昭和53年以来30年に亘って欠陥住宅被害者救済活動を続けている

         欠陥住宅を正す会では、

このホームページで欠陥住宅問題のホットなニュース、新判例など被害救済に役立つ学習記事をお届けします。

 

―正す会の窓・・・その90―

今回も代表幹事の被害体験の続きです。
今までのご相談の中にも、紹介やなまじっか知り合いの建築士に依頼したばかりに、後々のトラブルの解決に人間関係が絡み、かえって時間がかかるケースがありました。
建築士の選択はマイホーム造りのスタート点です。
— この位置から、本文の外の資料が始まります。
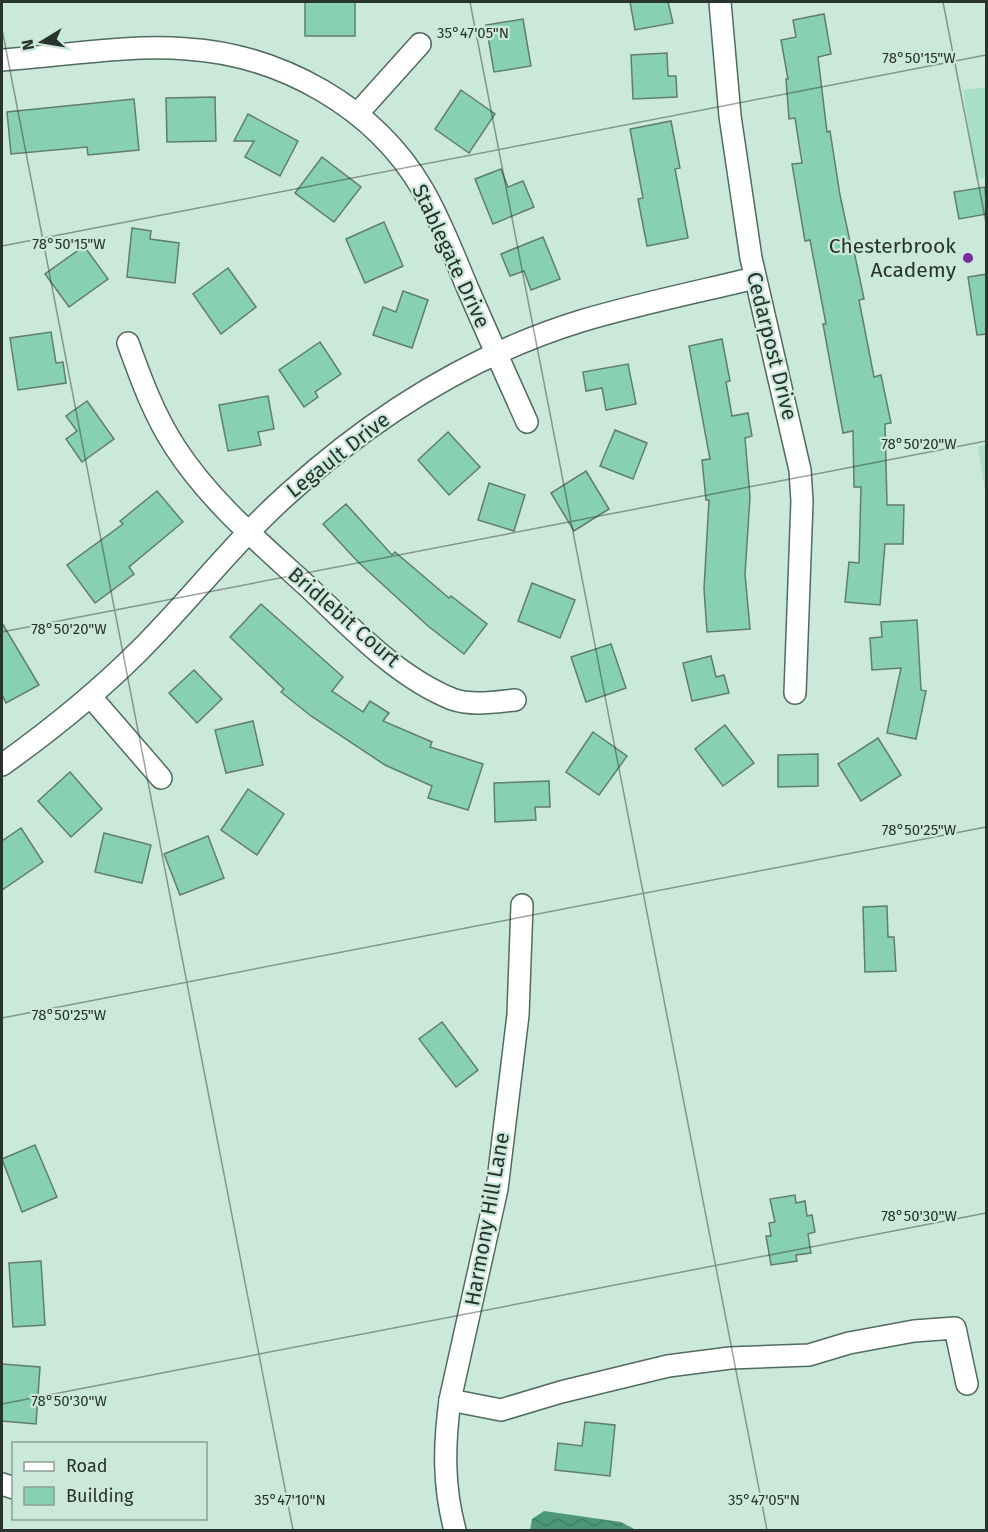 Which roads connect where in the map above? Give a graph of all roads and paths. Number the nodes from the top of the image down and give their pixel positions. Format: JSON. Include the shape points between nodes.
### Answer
{"nodes":[{"id":1,"x":720,"y":2,"type":"edge"},
{"id":2,"x":420,"y":44,"type":"dead end"},
{"id":3,"x":2,"y":60,"type":"edge"},
{"id":4,"x":358,"y":114,"type":"junction"},
{"id":5,"x":755,"y":278,"type":"junction"},
{"id":6,"x":128,"y":343,"type":"dead end"},
{"id":7,"x":497,"y":353,"type":"junction"},
{"id":8,"x":527,"y":422,"type":"dead end"},
{"id":9,"x":249,"y":532,"type":"junction"},
{"id":10,"x":795,"y":693,"type":"dead end"},
{"id":11,"x":91,"y":697,"type":"junction"},
{"id":12,"x":515,"y":700,"type":"dead end"},
{"id":13,"x":2,"y":765,"type":"edge"},
{"id":14,"x":161,"y":778,"type":"dead end"},
{"id":15,"x":522,"y":905,"type":"dead end"},
{"id":16,"x":967,"y":1384,"type":"dead end"},
{"id":17,"x":450,"y":1400,"type":"junction"},
{"id":18,"x":455,"y":1530,"type":"edge"}],
"edges":[{"from":1,"to":5,"type":"street","name":"Cedarpost Drive","via":[[738,185]]},
{"from":2,"to":4,"type":"street"},
{"from":3,"to":4,"type":"street","name":"Stablegate Drive","via":[[160,48],[214,52],[250,59],[286,73]]},
{"from":4,"to":7,"type":"street","name":"Stablegate Drive","via":[[422,189]]},
{"from":5,"to":7,"type":"street","name":"Legault Drive","via":[[609,313]]},
{"from":5,"to":10,"type":"street","name":"Cedarpost Drive","via":[[800,470]]},
{"from":6,"to":9,"type":"street","name":"Bridlebit Court","via":[[146,392],[174,447]]},
{"from":7,"to":8,"type":"street","name":"Stablegate Drive"},
{"from":7,"to":9,"type":"street","name":"Legault Drive","via":[[457,372],[377,422],[329,458]]},
{"from":9,"to":11,"type":"street","name":"Legault Drive"},
{"from":9,"to":12,"type":"street","name":"Bridlebit Court","via":[[374,649],[406,672],[453,699],[475,703]]},
{"from":11,"to":13,"type":"street","name":"Legault Drive"},
{"from":11,"to":14,"type":"street"},
{"from":15,"to":17,"type":"street","name":"Harmony Hill Lane","via":[[518,1015],[497,1189]]},
{"from":16,"to":17,"type":"street","via":[[955,1328],[892,1335],[809,1355],[730,1358],[668,1366],[501,1410]]},
{"from":17,"to":18,"type":"street","name":"Harmony Hill Lane","via":[[444,1475]]}]}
セールストークに惑わされることなく慎重にしたいものです。

(平 22・10・12)

欠 陥 住 宅 に 出 会 っ た ら
――被害体験と40年の対策活動から得たレシピ―― (その2)

『欠陥住宅を正す会』
代表幹事 弁護士 澤田和也

3、私の誤っていた点
(1)設計も施工も同一の人に頼んだこと
 建築士は本来、第三者的に依頼者の希望を反映した設計をし、業者がそのとおり施工するかをチェックするのが本来の職責でありますが、「建築士が施工もすればよい建物ができる」というのはとんでもないごまかしでありました。つまり、建築士自身が業者になれば、利潤獲得のためにみずから手抜きをするのです。私の場合がその例ですが、たとえ費用はかかっても、設計と施工を同一の業者に依頼するのではなく、別の建築士に設計と工事監理を依頼するのが得策なのであります。余分にかかる建築士の費用分は、建物の実質的な内容で吸収される結果となります。
(2)正しい専門家に正しい知識提供・指導を受けなかったこと
 早草実先生のような第三者性の高い建築士に早期にご相談をして、雨漏りという欠陥現象だけでなく、その根本的な原因や建物の構造チェックを受けていれば、私の訴訟は3年以内に取り壊し建て替えの判決が得られたことと思います。逆に言えば、欠陥住宅紛争の場合、業者や第三者性のない建築士に相談しても具体的な処方箋は得られません。交渉や訴訟で大事なのは、欠陥現象をなくさせることだけでなく、欠陥現象を生じさせている欠陥原因、つまり設計や施工の具体的な手抜き点を知ることで、その補修がされない限り、根本的な解決には結びつきません。つまり、レシピの第一は、信頼のできる第三者性の高い建築士に自分の体験している不具合事象の相談をするとともに、建物の図面の検討とともに実際の建物を検分していただくことが重要となります。なかなか止まらない雨漏りや直らない家の傾き、がたつき、建てつけの悪さは構造に原因していることが多いもので、これも私が体験から得たレシピです。『正す会』では、常にこの点に注意して構造チェックをすることをお勧めし、またそれによって多くの構造欠陥を発見し、多くの勝訴を得ております。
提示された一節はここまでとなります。